1. Selon l'arrêt attaqué (Paris, 19 avril 2019), se prévalant de ses droits sur son interprétation de l'hymne corse intitulée Diu vi Salvi Regina, réalisée et enregistrée lors d'une audition en vue d'obtenir un rôle dans un film, et qui aurait été reprise à son insu dans l'une des scènes de ce film, coproduit notamment par la société Why Not Productions, M. [U], comédien-chanteur, a assigné cette dernière devant un tribunal de grande instance en contrefaçon de droits voisins d'artiste-interprète.

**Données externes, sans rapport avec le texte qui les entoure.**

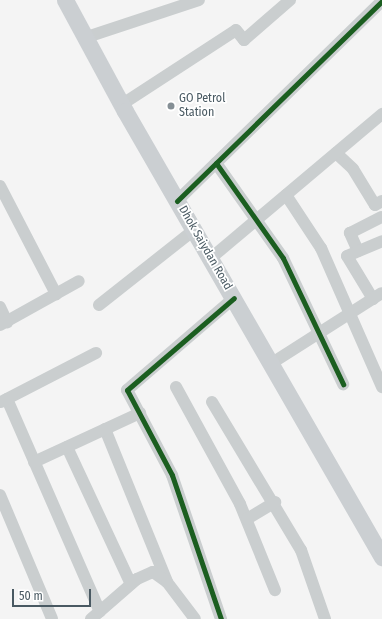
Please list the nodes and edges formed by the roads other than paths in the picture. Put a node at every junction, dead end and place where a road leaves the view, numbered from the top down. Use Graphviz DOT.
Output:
graph roads {
  1 [pos="65,0"];
  2 [pos="199,0"];
  3 [pos="290,0"];
  4 [pos="382,1"];
  5 [pos="84,38"];
  6 [pos="121,105"];
  7 [pos="382,114"];
  8 [pos="336,153"];
  9 [pos="216,163"];
  10 [pos="0,186"];
  11 [pos="286,195"];
  12 [pos="177,201"];
  13 [pos="378,203"];
  14 [pos="382,218"];
  15 [pos="257,219"];
  16 [pos="194,230"];
  17 [pos="382,241"];
  18 [pos="358,251"];
  19 [pos="211,258"];
  20 [pos="79,281"];
  21 [pos="56,294"];
  22 [pos="380,295"];
  23 [pos="234,298"];
  24 [pos="99,306"];
  25 [pos="0,307"];
  26 [pos="351,313"];
  27 [pos="3,323"];
  28 [pos="318,334"];
  29 [pos="96,353"];
  30 [pos="272,363"];
  31 [pos="343,384"];
  32 [pos="176,387"];
  33 [pos="382,387"];
  34 [pos="4,401"];
  35 [pos="212,402"];
  36 [pos="140,413"];
  37 [pos="105,429"];
  38 [pos="67,447"];
  39 [pos="34,462"];
  40 [pos="0,495"];
  41 [pos="275,502"];
  42 [pos="4,514"];
  43 [pos="247,519"];
  44 [pos="382,557"];
  45 [pos="167,582"];
  46 [pos="131,584"];
  47 [pos="274,590"];
  48 [pos="95,615"];
  49 [pos="190,617"];
  50 [pos="50,618"];
  51 [pos="221,619"];
  52 [pos="325,619"];
  1 -- 5 [label="main road, Dhok Saiydan Road"];
  2 -- 5 [label="street"];
  3 -- 6 [label="street"];
  4 -- 9 [label="street"];
  5 -- 6 [label="main road, Dhok Saiydan Road"];
  6 -- 12 [label="main road, Dhok Saiydan Road"];
  7 -- 8 [label="street"];
  8 -- 11 [label="street"];
  8 -- 13 [label="street"];
  9 -- 12 [label="street"];
  9 -- 15 [label="street"];
  10 -- 21 [label="street"];
  11 -- 15 [label="street"];
  11 -- 26 [label="street"];
  12 -- 16 [label="main road, Dhok Saiydan Road"];
  13 -- 14 [label="street"];
  14 -- 18 [label="street"];
  15 -- 19 [label="street"];
  15 -- 28 [label="street"];
  16 -- 19 [label="main road, Dhok Saiydan Road"];
  16 -- 24 [label="street"];
  17 -- 18 [label="street"];
  18 -- 22 [label="street"];
  19 -- 23 [label="main road, Dhok Saiydan Road"];
  20 -- 21 [label="street"];
  21 -- 27 [label="street"];
  22 -- 26 [label="street"];
  23 -- 30 [label="main road, Dhok Saiydan Road"];
  23 -- 36 [label="street"];
  25 -- 27 [label="street"];
  26 -- 28 [label="street"];
  26 -- 33 [label="street"];
  28 -- 30 [label="street"];
  28 -- 31 [label="street"];
  29 -- 34 [label="street"];
  30 -- 44 [label="main road, Dhok Saiydan Road"];
  32 -- 43 [label="street"];
  34 -- 39 [label="street"];
  35 -- 41 [label="street"];
  36 -- 37 [label="street"];
  36 -- 51 [label="street"];
  37 -- 38 [label="street"];
  37 -- 45 [label="street"];
  38 -- 39 [label="street"];
  38 -- 46 [label="street"];
  39 -- 48 [label="street"];
  40 -- 42 [label="street"];
  41 -- 43 [label="street"];
  41 -- 52 [label="street"];
  42 -- 50 [label="street"];
  43 -- 47 [label="street"];
  45 -- 46 [label="street"];
  45 -- 49 [label="street"];
  46 -- 48 [label="street"];
}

2. Après deux ordonnances du juge de la mise en état des 19 décembre 2014 et 1er juillet 2016, la première ayant constaté la fin d'une mission de consultation ordonnée par une précédente ordonnance et dit n'y avoir lieu à une mesure d'instruction complémentaire, la seconde ayant rejeté les demandes de M. [U] tendant à de nouvelles mesures, le tribunal de grande instance a, par jugement du 30 juin 2017, débouté le demandeur.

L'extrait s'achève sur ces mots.